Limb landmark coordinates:
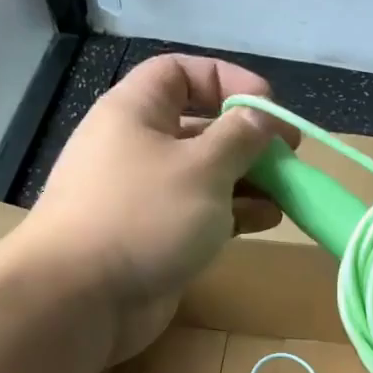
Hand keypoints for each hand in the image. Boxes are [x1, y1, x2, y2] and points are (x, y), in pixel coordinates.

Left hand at [22, 54, 285, 359]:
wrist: (83, 298)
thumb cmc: (145, 216)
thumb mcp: (203, 167)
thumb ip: (240, 137)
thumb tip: (262, 116)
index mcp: (136, 112)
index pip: (181, 73)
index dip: (227, 81)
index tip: (269, 107)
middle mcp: (137, 147)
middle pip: (200, 128)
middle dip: (248, 139)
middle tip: (289, 157)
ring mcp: (145, 197)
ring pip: (205, 176)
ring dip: (248, 182)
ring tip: (287, 194)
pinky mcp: (154, 237)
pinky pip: (200, 214)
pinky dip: (233, 214)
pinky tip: (266, 221)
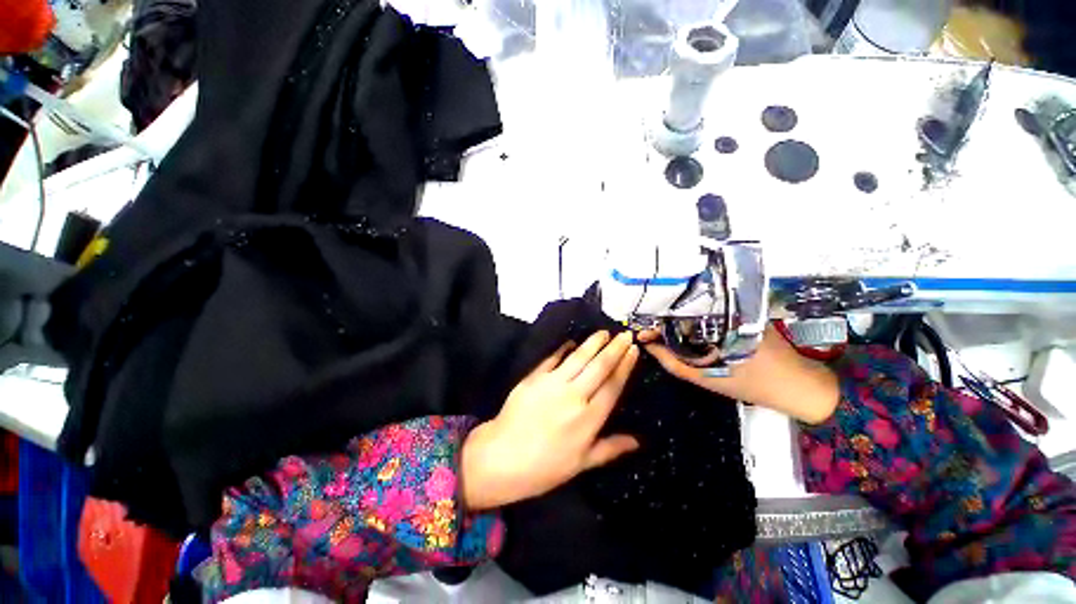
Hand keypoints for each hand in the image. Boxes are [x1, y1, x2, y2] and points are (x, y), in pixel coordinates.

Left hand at [461, 331, 639, 510]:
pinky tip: (570, 341)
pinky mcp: (534, 378)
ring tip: (604, 332)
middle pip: (599, 367)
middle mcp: (574, 396)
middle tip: (625, 334)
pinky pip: (552, 359)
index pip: (612, 386)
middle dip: (614, 349)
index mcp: (589, 418)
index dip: (624, 366)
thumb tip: (638, 442)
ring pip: (578, 358)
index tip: (633, 350)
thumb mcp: (581, 464)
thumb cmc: (545, 467)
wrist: (502, 458)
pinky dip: (563, 349)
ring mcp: (552, 384)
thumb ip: (610, 448)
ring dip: (593, 343)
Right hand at [639, 325, 839, 424]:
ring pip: (694, 310)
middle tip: (648, 332)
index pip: (672, 316)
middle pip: (680, 309)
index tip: (641, 332)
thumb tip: (648, 345)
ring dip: (676, 319)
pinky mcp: (739, 310)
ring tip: (660, 329)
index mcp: (712, 321)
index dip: (653, 323)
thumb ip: (671, 360)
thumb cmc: (749, 383)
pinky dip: (693, 320)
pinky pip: (708, 313)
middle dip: (660, 319)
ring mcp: (731, 308)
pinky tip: (685, 329)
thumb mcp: (703, 377)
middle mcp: (720, 309)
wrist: (797, 385)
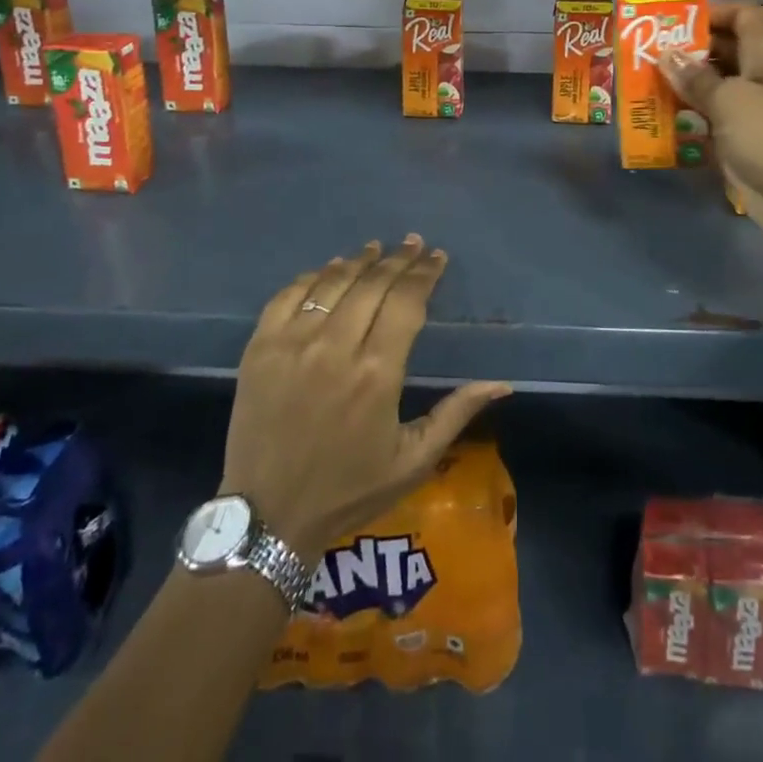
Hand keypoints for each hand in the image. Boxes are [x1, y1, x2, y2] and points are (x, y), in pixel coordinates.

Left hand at [220, 235, 510, 560]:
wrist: (267, 518)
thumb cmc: (348, 490)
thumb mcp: (413, 460)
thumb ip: (457, 413)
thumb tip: (502, 383)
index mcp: (377, 374)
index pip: (406, 302)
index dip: (424, 274)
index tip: (437, 256)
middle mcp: (335, 348)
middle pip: (373, 284)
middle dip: (398, 259)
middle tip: (413, 244)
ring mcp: (292, 344)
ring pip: (333, 282)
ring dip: (359, 260)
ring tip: (377, 248)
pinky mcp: (260, 348)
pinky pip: (289, 295)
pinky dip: (313, 276)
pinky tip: (330, 269)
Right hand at [662, 2, 762, 271]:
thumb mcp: (730, 100)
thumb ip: (695, 77)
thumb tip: (666, 55)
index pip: (739, 13)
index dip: (707, 12)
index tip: (666, 21)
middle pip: (721, 49)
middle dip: (684, 50)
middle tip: (639, 53)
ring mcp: (755, 108)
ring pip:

◆ Exercise
Among the records above, find the lines that contain "Left" and copy every one.

◆ Exercise answer
Left hand at [22, 54, 285, 359]:
Left hand at [461, 331, 639, 510]:
Left hand at [220, 235, 510, 560]:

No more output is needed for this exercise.